MV Communications: 1998 outages/events
1998 outages/events
- News server Dec 11 1998
- The news server blew a power supply at about 3pm; we temporarily
replaced the PS and the server was back up at about 4:15.
- Nashua Dec 1 1998
- There was a brief outage in Nashua this evening around 9:20PM
while we investigated a possible problem in the router (there was
one, and it was repaired). The repair only took about 5 minutes,
however the Bell Atlantic PRI number (886-7124) was inadvertantly
left down until until about 10:45PM.
- Tuesday November 17 02:00-03:00
- There is another planned outtage scheduled for 2:00 AM Tuesday morning
that will be used to continue some of the work that could not be
completed durring the Sunday morning downtime. Again, this planned
maintance is directly related to readying things for the BBNPlanet link.
However, this time the outtage should only include the gw2-55bridge
router in Manchester.
Status: Unfortunately same result as before: the router
is giving us a difficult time taking the upgrade.
- Sunday November 15
- In the wee hours of the morning we'll be doing some miscellaneous
maintenance: at about 1:30 AM the gw-nnh-1 router in Nashua router will
taken down for about 15 minutes to add some memory. And at about 3:00 AM
the gw2-55bridge router in Manchester will be also be taken down for at
least 30 minutes to add some memory. Also around this latter time the bnh
dialin access servers (serving the Brooks numbers) will be taken down for
some brief maintenance.
Status: All was accomplished except for the Manchester
router upgrade, where there was a glitch; this will need to be rescheduled.
- News server Nov 11-13
- Overnight November 11/12 and then again early November 13 the
news server was out for a period of an hour or more. After the first
outage one of its RAID disks was marked as failed and we underwent a
rebuild operation during the day November 12 (the server was up and
available during this process). We believe that there may have been
a power supply issue that was related to all of these incidents; some
changes were made as a result.
- Salem ...
- The link to Salem went down at about 3:15AM Thursday Nov 5; given
the outage last night Bell Atlantic was called immediately. At this point
they believe they see a problem internal to their system and are trying to
confirm it and narrow it down with some more tests.
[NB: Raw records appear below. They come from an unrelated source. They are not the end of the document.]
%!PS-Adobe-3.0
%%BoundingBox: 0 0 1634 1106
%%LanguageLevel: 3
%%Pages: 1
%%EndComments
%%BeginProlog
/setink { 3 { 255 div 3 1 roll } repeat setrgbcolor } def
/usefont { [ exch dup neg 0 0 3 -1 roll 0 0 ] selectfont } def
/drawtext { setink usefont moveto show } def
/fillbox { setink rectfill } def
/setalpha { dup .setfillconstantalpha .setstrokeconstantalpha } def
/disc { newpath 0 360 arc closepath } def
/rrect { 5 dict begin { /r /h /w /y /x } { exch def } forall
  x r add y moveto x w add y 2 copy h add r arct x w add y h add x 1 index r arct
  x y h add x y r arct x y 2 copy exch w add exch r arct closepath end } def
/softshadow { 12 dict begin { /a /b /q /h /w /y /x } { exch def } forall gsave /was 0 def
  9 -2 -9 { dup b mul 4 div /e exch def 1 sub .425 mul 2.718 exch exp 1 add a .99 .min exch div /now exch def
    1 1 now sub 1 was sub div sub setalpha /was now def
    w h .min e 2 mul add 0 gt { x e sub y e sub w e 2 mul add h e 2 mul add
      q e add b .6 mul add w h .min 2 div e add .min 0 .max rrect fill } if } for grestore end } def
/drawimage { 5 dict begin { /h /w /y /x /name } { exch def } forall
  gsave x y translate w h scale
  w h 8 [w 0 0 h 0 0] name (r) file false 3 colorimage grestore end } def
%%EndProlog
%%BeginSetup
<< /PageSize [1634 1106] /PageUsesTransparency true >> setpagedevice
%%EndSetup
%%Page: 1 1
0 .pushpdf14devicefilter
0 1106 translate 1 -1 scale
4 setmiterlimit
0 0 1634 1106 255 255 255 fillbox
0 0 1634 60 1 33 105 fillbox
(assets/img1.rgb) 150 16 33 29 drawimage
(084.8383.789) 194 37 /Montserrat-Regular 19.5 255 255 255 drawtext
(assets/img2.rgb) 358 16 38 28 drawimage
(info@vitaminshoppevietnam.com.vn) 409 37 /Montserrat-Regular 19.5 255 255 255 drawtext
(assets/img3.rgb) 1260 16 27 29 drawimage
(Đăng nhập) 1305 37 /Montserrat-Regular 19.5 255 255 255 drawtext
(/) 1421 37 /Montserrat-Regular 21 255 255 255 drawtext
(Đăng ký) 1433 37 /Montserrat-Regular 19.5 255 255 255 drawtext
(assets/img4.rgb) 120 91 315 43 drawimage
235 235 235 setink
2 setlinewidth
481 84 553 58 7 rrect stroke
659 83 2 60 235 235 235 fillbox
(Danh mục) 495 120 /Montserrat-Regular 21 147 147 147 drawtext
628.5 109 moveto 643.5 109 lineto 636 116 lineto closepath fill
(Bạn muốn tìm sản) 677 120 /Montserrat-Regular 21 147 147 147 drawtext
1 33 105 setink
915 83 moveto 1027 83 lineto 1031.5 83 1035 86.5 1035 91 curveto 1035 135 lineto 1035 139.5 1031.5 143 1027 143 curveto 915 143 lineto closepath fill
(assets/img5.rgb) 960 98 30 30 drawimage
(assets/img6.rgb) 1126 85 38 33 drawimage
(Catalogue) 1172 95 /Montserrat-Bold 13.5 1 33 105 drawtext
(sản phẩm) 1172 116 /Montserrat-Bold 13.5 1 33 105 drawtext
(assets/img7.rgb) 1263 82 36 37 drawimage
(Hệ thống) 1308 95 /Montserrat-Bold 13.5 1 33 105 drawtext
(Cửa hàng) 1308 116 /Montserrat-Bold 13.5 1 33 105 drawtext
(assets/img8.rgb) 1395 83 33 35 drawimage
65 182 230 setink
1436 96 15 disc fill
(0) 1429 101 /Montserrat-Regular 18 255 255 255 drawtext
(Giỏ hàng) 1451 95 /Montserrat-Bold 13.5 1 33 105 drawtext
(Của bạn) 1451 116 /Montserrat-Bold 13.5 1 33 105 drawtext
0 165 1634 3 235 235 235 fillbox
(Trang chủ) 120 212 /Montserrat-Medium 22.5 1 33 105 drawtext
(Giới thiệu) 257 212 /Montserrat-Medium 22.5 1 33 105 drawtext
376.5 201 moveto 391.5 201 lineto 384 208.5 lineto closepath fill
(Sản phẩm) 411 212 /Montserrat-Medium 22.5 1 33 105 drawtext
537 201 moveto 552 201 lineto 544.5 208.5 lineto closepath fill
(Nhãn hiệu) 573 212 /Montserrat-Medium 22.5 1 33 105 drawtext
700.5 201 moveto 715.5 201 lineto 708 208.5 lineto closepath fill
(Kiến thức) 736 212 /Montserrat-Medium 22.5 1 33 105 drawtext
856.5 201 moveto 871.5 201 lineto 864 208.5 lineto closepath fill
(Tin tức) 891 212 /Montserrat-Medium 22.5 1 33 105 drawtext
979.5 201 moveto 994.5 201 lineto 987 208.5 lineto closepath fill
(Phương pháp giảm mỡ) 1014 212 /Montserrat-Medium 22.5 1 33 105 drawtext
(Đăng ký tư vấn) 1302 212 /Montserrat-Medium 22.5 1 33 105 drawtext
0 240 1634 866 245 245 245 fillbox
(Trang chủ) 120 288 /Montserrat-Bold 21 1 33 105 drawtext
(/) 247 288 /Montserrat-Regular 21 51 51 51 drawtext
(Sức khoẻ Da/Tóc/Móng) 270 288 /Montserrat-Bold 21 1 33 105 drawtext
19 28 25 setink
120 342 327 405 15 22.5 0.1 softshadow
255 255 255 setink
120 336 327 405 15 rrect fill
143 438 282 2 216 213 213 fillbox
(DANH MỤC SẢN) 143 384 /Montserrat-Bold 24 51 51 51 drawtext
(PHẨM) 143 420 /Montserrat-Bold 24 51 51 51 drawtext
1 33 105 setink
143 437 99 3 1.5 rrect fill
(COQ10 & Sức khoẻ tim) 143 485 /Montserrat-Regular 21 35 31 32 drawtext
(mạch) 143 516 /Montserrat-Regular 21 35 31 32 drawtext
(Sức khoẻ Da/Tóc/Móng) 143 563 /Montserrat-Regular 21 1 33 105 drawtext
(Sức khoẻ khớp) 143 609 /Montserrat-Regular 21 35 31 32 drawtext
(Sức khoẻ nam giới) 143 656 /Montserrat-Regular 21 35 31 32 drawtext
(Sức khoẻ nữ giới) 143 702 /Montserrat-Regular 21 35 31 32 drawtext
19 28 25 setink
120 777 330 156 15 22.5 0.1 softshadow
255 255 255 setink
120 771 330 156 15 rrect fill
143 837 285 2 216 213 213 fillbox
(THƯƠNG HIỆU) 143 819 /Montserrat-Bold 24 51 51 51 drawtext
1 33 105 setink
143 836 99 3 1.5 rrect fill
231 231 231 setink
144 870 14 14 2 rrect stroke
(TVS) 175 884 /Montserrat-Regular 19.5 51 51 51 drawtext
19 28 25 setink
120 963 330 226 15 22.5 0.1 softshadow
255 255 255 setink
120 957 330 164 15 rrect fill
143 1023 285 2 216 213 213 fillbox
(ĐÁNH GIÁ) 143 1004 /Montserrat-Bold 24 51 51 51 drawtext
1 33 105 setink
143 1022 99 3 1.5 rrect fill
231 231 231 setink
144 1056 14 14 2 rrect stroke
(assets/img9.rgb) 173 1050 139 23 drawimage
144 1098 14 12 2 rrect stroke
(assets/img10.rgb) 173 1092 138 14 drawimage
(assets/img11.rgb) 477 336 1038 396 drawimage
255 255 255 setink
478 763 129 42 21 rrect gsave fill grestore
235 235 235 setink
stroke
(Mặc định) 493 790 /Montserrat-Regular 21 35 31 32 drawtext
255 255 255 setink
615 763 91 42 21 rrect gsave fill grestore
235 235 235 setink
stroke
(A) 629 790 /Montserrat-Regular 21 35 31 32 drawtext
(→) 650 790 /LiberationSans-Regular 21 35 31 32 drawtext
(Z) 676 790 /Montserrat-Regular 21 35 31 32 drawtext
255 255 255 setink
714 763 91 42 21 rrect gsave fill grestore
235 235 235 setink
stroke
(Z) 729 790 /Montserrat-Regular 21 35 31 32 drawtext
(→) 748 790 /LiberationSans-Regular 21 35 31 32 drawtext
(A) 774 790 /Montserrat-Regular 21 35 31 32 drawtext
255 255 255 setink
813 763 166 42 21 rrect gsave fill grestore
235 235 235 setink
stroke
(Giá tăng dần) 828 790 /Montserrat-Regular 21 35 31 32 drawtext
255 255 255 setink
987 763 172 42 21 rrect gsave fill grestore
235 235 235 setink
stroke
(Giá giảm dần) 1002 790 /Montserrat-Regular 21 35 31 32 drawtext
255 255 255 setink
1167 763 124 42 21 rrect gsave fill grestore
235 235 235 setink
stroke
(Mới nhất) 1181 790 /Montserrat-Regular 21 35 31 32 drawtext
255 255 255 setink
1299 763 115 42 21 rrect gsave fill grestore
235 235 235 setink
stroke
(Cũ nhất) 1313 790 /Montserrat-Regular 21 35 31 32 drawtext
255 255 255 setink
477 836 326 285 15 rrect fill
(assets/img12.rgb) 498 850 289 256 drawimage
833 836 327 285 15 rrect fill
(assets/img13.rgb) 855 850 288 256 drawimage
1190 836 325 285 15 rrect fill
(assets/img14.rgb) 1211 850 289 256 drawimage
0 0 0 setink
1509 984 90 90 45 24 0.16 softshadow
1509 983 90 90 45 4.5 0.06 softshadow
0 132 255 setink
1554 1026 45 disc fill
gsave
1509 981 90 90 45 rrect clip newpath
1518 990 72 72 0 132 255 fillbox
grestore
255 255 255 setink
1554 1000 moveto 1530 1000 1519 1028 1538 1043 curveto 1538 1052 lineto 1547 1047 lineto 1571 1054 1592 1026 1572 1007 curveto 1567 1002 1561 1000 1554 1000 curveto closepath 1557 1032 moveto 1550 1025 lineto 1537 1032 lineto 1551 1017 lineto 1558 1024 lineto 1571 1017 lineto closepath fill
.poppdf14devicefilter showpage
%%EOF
4:55 : After some thorough investigation (checking multiple
test points) the Bell Atlantic technician believes that there are errors
communicating with the network interface unit (NIU) at the Salem location.
This person also believes the report last evening of a fiber problem was
erroneous, that whoever gave us that report was confusing it with a fiber
problem in Nashua. The link was released from testing and came back up.
Bell Atlantic will be dispatching someone to check out the NIU in Salem
during the day today; this means that there may be another outage period
while they replace it. There may be further instability in the line
until the repair is made.
- Wednesday Nov 4, Salem
- At about 21:30 the link to Salem went down and was showing a lot of
framing errors in one direction. We went on site to check our equipment at
the side that was showing errors but without touching it found that the line
had cleared by about 21:50. It's possible that Bell Atlantic threw the line
over to another trunk; we'll see what we can find out.
Update 22:20 : BA reports that the outage was due to a
fiber failure (of unspecified nature) that was repaired.
- Tuesday November 3 1998
- At about 12:53 both T1s between Litchfield and our Manchester office
went down. Bell Atlantic was called in for repair and quickly found the
cause: apparently while they were working on installing one of our new T1s
they disconnected these two. The outage caused a separation of our
Manchester office from the rest of the world; users dialing into the "bnh"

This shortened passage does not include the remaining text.